COVID created in US lab, Chinese media suggest
It is now almost universally accepted that the first cases of the global COVID-19 virus appeared in Wuhan, China. While a minority, including some officials in President Donald Trump’s administration, suggested that the virus had escaped from a laboratory at the Wuhan Institute of Virology, the conventional explanation has been that the virus has emerged into a “wet market” selling fresh meat and producing produce, as they are often breeding grounds for disease. Other epidemics, including the SARS epidemic in China in November 2002, have been awarded to similar contracts.

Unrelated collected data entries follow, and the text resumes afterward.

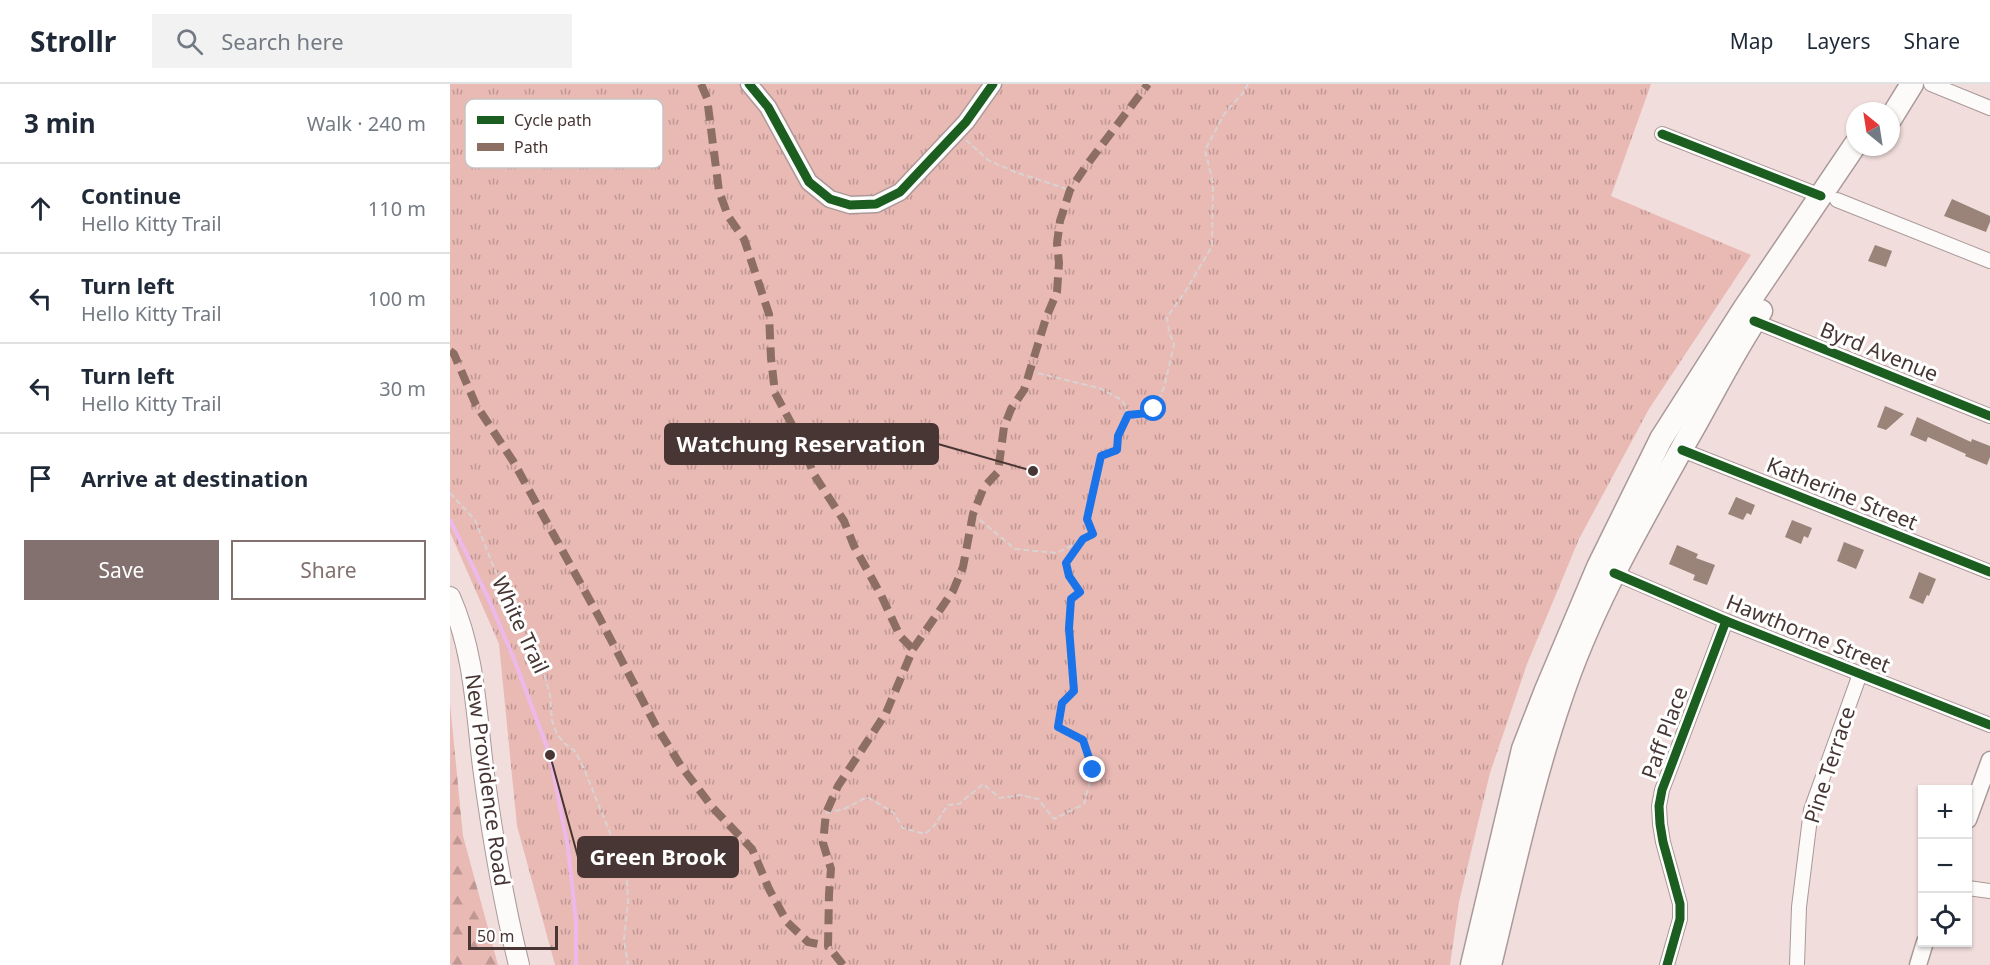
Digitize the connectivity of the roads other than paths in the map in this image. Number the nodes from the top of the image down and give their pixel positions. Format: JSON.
{"nodes":[{"id":1,"x":749,"y":84,"type":"edge"},
{"id":2,"x":993,"y":84,"type":"edge"},
{"id":3,"x":1894,"y":84,"type":"edge"},
{"id":4,"x":1912,"y":84,"type":"edge"},
{"id":5,"x":1931,"y":84,"type":"edge"},
{"id":6,"x":1883,"y":102,"type":"edge"},
{"id":7,"x":1900,"y":103,"type":"edge"},
{"id":8,"x":1990,"y":108,"type":"edge"},
{"id":9,"x":1662,"y":134,"type":"dead end"},
{"id":10,"x":1850,"y":156,"type":"edge"},
{"id":11,"x":1864,"y":156,"type":"edge"},
{"id":12,"x":1829,"y":198,"type":"junction"},
{"id":13,"x":1990,"y":261,"type":"edge"},
{"id":14,"x":1754,"y":321,"type":"junction"},
{"id":15,"x":1990,"y":416,"type":"edge"},
{"id":16,"x":1682,"y":450,"type":"junction"},
{"id":17,"x":1990,"y":572,"type":"edge"},
{"id":18,"x":1614,"y":573,"type":"junction"},
{"id":19,"x":450,"y":597,"type":"edge"},
{"id":20,"x":1726,"y":621,"type":"junction"},
{"id":21,"x":1860,"y":674,"type":"junction"},
{"id":22,"x":1990,"y":725,"type":"edge"},
{"id":23,"x":1990,"y":760,"type":"edge"},
{"id":24,"x":1972,"y":809,"type":"edge"},
{"id":25,"x":1972,"y":889,"type":"edge"},
{"id":26,"x":1990,"y":891,"type":"edge"},
{"id":27,"x":1923,"y":947,"type":"edge"},
{"id":28,"x":519,"y":965,"type":"edge"},
{"id":29,"x":1472,"y":965,"type":"edge"},
{"id":30,"x":1490,"y":965,"type":"edge"},
{"id":31,"x":1668,"y":965,"type":"edge"},
{"id":32,"x":1797,"y":965,"type":"edge"},
{"id":33,"x":1918,"y":965,"type":"edge"}],
"edges":[{"from":1,"to":2,"type":"street"},
{"from":3,"to":6,"type":"highway"},
{"from":4,"to":7,"type":"highway"},
{"from":5,"to":8,"type":"street"},
{"from":9,"to":12,"type":"street"},
{"from":10,"to":12,"type":"highway"},
{"from":11,"to":12,"type":"highway"},
{"from":12,"to":13,"type":"street"},
{"from":12,"to":14,"type":"highway"},
{"from":12,"to":29,"type":"highway"},
{"from":14,"to":15,"type":"street","name":"Byrd Avenue"},
{"from":14,"to":16,"type":"highway"},
{"from":16,"to":17,"type":"street","name":"Katherine Street"},
{"from":16,"to":18,"type":"highway"},
{"from":18,"to":20,"type":"street","name":"Hawthorne Street"},
{"from":18,"to":30,"type":"highway"},
{"from":19,"to":28,"type":"main road","name":"New Providence Road"},
{"from":20,"to":21,"type":"street","name":"Hawthorne Street"},
{"from":20,"to":31,"type":"street","name":"Paff Place"},
{"from":21,"to":22,"type":"street","name":"Hawthorne Street"},
{"from":21,"to":32,"type":"street","name":"Pine Terrace"},
{"from":23,"to":24,"type":"street"},
{"from":25,"to":26,"type":"street"},
{"from":27,"to":33,"type":"street"}]}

Either explanation – an artificial virus leak or a natural evolution of an unhygienic wet market – means that the Chinese government is to some extent responsible for the global pandemic. In disputing this characterization, Chinese news organizations have provided their own theories, including that the virus secretly escaped from a US military installation in Fort Detrick, Maryland. A spokesperson for the Chinese Foreign Ministry suggested the facility could have harbored the virus, given its alleged security holes in the past.
The World time, a Chinese state newspaper, amplified the spokesperson’s claim. According to the outlet, more than 25 million Chinese citizens have signed an online petition calling for an investigation into Fort Detrick.
To be clear, there is absolutely no evidence that Fort Detrick has anything to do with the emergence of the virus in Wuhan. Other conspiracy theories regarding the origin of the virus have been amplified on the Chinese internet in the past, although they have generally not been taken seriously outside the country.
It’s also worth noting that in the past, the Chinese government has vigorously denied the theory of lab leaks, claiming that the virus’s genome indicated that it evolved naturally rather than artificially. In this sense, the spokesperson’s call for an investigation may not be in good faith; instead, it could be understood as encouraging a redirect from an investigation at the Wuhan Institute of Virology to an investigation at a US laboratory.
Investigating the origins of the virus could be key to preventing a future pandemic, but tensions between the United States and China, which predate the COVID-19 pandemic, have made it difficult for the two countries to cooperate in the area of ââdisease control. Beijing has broadly banned the World Health Organization from investigating China, insisting it will conduct its own internal investigation into the emergence and spread of the virus.
Trevor Filseth is a current affairs and foreign affairs writer for the National interest.